Self-raising flour (a.k.a. self-rising flour in the US) is a common ingredient in English baking recipes, typically used for scones, pancakes and Victoria sponge cakes. It is simply a pre-mixed combination of raising agents and flour so that you don’t need to add baking powder or bicarbonate of soda to your recipe.
Here I’ve provided an alternative to shop-bought self-raising flour which you can make using 2 simple ingredients: plain flour and baking powder
How to make self-raising flour
To make 100g self-raising flour
- 95 g plain white flour (all-purpose flour)
- 1 ¼ tsp (5g) baking powder
OR To make 1 cup (US) self-raising flour:
- 116 g (1 cup minus 1 ½ tsp) plain white flour (all-purpose flour)
- 1 ½ tsp (6g) baking powder
- Place the flour into a metal sieve (strainer) set over a bowl.
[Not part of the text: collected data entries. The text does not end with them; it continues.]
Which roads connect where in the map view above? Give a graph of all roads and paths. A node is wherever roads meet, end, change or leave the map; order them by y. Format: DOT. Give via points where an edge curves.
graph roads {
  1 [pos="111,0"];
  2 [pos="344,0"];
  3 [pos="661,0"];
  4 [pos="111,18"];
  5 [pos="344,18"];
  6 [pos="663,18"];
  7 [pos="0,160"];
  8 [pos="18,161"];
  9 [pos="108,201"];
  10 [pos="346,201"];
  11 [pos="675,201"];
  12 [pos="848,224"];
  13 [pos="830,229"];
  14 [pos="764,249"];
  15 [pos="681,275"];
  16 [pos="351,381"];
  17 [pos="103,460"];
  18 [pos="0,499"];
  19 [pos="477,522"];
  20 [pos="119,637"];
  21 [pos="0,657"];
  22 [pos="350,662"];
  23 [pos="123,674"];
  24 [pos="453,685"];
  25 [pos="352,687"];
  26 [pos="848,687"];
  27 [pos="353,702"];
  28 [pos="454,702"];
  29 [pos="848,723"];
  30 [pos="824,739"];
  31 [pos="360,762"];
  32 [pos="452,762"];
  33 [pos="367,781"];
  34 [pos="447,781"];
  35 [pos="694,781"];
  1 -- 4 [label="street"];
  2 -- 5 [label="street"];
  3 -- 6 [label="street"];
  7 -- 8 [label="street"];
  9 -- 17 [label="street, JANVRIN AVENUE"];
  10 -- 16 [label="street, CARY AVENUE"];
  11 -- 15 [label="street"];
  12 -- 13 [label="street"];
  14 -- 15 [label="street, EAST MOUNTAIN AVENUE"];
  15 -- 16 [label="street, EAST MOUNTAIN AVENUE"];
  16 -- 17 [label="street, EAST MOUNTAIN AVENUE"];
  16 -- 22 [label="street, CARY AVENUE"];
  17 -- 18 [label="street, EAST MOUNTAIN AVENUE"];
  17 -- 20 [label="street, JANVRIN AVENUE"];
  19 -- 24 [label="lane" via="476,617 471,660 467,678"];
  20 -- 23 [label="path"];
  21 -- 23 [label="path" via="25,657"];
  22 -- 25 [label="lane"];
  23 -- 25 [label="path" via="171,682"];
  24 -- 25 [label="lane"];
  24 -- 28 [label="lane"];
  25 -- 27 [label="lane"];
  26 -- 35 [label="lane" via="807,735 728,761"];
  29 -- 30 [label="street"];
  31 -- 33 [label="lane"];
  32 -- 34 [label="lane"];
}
Add the baking powder on top and sift both together into the bowl.
- Make sure you're using level teaspoons
- 1 tsp = 5ml
How much baking powder do you need to make 100g self-raising flour?
The ratio for self-raising flour is that for every 75g plain white flour you must add 1 tsp (4g) baking powder.
As 1 tsp of baking powder = 4g, mixing it into 75g of flour gives you 79g of ‘self-raising flour’. This can make calculating quantities for your recipe a bit tricky so, to make things simpler for your conversions, I’ve calculated that to make 100g of self-raising flour you must combine 95g plain white flour and 1 ¼ tsp (5g) baking powder
Shop-bought self-raising flour vs. DIY self-raising flour
I tested a small batch of a standard Victoria sponge cake recipe using my homemade replacement flour mix vs. shop bought. I used all the same ingredients (apart from the flour, of course) and baked the mini cakes in the same oven at the same time. You can see that they look pretty similar in rise, crumb structure and colour. There was no difference in flavour either.
Why use self-raising flour?
- The advantage of it is that if you bake infrequently, you won’t need to buy raising agents separately so you can save some money and some cupboard space. The flour and raising agents are also pre-mixed for you so you don’t have to worry about the raising agent incorporating properly into your other dry ingredients.
- The disadvantage is that you don’t have the same level of control over the rise of your bakes as self-raising flour has a standardised level of ‘rise’ it produces. Because of this, you can only use self-raising flour in recipes which specifically call for its use. I usually don’t bake with self-raising flour as it takes up too much room in my pantry so I prefer to just have plain flour (which is more versatile than self-raising) and baking powder to hand and mix up a DIY self-raising flour when needed.
What is in self-raising flour?
Typically in the UK, self-raising flour contains plain white flour (usually with a low protein content i.e. ‘soft wheat’) with chemical raising agents mixed in. In most cases, the raising agents used are a mixture of monocalcium-phosphate (an acid) with sodium bicarbonate (an alkali) which will react together in a neutralisation reaction in the presence of liquid, producing carbon dioxide gas. This gas is what produces the bubbles needed to make cakes and biscuits rise.
What happens if I use plain flour instead of self-raising?
If a recipe calls for self-raising flour it is doing so because it is relying on the raising agents in that flour to make the baked good ‘rise’. If you use plain flour instead and don’t add any raising agents you will most likely end up with a very flat, dense bake! However, if you add baking powder to your flour in the proportions given above you won’t have that issue.
What is self-raising flour used for?
Mainly sweet baking recipes where the raising agent is needed to provide lift e.g. Victoria sponge cake, scones, Scotch pancakes, biscuits. It is also used in some flatbread recipes. However, it shouldn’t really be used in recipes where yeast is included as the yeast is meant to provide the ‘rise’, not the flour.
Does self-raising flour go off?
Self-raising flour can expire due to the raising agents within becoming inactive. This doesn’t make it unsafe to consume but it does mean that your baked good won’t rise. This is why I like to make my DIY self-raising flour just before I’m about to bake something – that way if I know that my baking powder is a bit old, I can test it before mixing it into my flour. ‘Testing’ your baking powder just involves mixing it with some white vinegar and seeing if it fizzes. If it does, you’re good to go. If not, the baking powder is expired and you’ll have to throw it away is it will no longer be useful. You can also check the expiry date given on your baking powder packaging as this should tell you if it’s super old (and thus likely to be expired!).